Commentators have speculated that that there was a draft version of the Hong Kong and Macao legislation that circulated in the ministry and that contained some new points regarding the definition of Hong Kong or Macao firms; but these points were ultimately struck from the final version as they were seen as problematic.

Ho, however, doesn't see this as necessarily the reason for the delay, and doubts that any changes to Hong Kong and Macao law firms' practices in China were actually planned anyway. China's Protocol of Accession committed the country to eliminate special trade arrangements with "third countries and separate customs territories", thus apparently eliminating the possibility that the Hong Kong and Macao legislation would offer anything new. As Wong and Cox note, however, Articles 2 and 5 of the GATS might allow concessions for Hong Kong or Macao law firms as integral parts of China,2 but these possibilities were not utilized in the Hong Kong and Macao legislation.
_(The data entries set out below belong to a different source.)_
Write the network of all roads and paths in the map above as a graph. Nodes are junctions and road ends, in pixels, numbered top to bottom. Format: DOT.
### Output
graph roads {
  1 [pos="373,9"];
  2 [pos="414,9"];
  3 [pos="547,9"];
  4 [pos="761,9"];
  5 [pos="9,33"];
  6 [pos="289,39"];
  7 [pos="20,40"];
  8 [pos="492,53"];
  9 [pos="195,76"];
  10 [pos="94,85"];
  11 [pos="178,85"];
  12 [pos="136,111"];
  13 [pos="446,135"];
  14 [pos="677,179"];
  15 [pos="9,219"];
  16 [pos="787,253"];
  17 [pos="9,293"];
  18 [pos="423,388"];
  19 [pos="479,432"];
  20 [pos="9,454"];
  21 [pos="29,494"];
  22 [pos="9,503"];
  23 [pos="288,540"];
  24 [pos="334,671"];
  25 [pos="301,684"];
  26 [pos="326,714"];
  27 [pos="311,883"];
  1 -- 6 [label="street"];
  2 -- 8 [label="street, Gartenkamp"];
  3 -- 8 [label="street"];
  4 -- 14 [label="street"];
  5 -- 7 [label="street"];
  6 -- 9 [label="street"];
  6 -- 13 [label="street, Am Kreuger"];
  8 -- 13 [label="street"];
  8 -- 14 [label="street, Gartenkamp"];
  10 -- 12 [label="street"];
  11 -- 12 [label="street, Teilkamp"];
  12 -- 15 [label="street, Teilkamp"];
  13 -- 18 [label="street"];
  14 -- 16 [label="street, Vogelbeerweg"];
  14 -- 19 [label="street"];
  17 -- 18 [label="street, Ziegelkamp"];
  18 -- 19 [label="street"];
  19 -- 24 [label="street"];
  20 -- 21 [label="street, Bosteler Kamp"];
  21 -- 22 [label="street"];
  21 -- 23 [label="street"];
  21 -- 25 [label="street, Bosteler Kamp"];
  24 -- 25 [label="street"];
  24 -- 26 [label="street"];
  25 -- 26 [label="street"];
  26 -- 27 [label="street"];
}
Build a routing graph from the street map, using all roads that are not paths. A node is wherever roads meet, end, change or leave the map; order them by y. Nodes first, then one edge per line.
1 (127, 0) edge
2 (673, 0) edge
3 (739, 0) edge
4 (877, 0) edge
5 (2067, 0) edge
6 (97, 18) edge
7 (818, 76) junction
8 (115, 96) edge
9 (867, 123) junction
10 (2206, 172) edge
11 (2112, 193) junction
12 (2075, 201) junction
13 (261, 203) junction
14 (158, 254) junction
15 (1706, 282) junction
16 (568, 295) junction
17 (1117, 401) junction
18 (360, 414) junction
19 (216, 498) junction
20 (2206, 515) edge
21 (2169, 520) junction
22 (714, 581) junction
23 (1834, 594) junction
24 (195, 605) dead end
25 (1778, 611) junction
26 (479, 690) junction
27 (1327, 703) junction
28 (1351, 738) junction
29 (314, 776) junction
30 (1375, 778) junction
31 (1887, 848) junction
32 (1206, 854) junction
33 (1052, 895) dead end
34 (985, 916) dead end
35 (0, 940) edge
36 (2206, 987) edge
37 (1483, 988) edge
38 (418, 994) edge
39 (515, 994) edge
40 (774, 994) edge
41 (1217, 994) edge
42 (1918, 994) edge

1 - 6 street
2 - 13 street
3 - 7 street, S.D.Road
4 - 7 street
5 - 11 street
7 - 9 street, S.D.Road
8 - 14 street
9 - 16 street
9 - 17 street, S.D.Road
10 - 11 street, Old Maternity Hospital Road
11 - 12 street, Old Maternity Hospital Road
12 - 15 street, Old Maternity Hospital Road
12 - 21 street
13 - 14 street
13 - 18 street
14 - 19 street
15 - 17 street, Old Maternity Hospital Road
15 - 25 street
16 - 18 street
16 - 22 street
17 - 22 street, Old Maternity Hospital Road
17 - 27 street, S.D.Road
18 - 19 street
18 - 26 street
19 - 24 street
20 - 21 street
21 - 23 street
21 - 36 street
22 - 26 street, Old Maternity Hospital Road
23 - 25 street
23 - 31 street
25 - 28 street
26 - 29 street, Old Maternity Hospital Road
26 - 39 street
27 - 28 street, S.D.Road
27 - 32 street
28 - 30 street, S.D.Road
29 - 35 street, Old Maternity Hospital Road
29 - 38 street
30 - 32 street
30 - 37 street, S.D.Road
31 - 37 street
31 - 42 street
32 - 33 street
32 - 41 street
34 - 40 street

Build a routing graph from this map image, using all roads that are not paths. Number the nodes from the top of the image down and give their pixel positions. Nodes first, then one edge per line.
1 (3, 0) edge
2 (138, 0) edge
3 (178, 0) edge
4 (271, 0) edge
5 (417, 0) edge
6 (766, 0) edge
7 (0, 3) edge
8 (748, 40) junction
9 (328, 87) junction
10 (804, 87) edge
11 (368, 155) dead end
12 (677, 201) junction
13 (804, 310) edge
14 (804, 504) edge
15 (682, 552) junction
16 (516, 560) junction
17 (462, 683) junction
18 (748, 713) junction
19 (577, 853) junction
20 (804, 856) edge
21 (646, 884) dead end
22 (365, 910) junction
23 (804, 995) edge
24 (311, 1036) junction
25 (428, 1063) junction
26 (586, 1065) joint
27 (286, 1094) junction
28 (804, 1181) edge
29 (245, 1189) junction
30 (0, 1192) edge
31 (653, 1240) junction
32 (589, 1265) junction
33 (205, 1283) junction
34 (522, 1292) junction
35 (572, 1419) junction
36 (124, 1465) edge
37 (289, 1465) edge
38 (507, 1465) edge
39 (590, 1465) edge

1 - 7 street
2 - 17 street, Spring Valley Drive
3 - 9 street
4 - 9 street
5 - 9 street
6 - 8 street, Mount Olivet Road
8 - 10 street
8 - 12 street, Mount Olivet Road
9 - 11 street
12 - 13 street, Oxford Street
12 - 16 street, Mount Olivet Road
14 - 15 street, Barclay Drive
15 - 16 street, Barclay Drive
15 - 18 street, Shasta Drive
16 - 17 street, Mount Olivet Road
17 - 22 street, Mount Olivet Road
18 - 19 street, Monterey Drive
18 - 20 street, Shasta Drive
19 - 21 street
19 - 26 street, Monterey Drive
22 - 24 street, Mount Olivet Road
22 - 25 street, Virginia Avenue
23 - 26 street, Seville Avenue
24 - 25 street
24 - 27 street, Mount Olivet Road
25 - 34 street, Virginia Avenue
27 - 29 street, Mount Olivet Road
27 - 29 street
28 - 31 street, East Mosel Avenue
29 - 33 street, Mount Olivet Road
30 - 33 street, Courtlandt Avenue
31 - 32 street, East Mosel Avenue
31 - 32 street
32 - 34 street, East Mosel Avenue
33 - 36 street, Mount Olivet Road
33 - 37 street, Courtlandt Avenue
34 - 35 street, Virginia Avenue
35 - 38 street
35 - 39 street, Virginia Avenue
The mooted China-Hong Kong economic and trade agreement, known by its acronym CEPA (Closer Economic Partnership Agreement), might be a way that trade agreements, including those covering the provision of services, could include new provisions that make improvisations on China's WTO agreements. "Through CEPA, it is possible that Hong Kong firms could gain better access to China," Ho says, but the agreement hasn't gone much beyond the planning and consultation stage.

New Law licences

Perhaps by way of appeasement for the conservatism of the Hong Kong and Macao legislation, five new licences were issued in April this year for law firms to open second offices in China. These are the first five second office licences to be issued. As with first office licences, the selection process was a bit opaque. All five of the second office licences went to Hong Kong law offices: Deacons; Tony Kan & Co.; Johnson, Stokes & Master; Koo & Partners; and Vivien Chan and Co.

"These five are in response to China's WTO Protocol of Accession, and can be seen as a 'trial' opening, similar to the way other industries are opening up gradually in China. I think it is only a matter of time for the other law firms which apply for second office licences and which satisfy the requirements to be allowed to open these offices," says Franki Cheung, Partner at Deacons.

There is a good possibility that changes to the status and opportunities for Hong Kong and Macao firms working in China have been deferred until issuance of the implementing rules for the January legislation governing foreign law firms. It will be interesting to see whether the implementing regulations broaden the business scope of Hong Kong and Macao firms in China, or make a clear distinction between such firms and international law firms.

Endnotes

1 For a fuller treatment of the January legislation, see Huen Wong and Owen Cox, "Foreign Law Firms Set to Expand in China," China Law & Practice, March 2002, 16(2), pp. 54-58.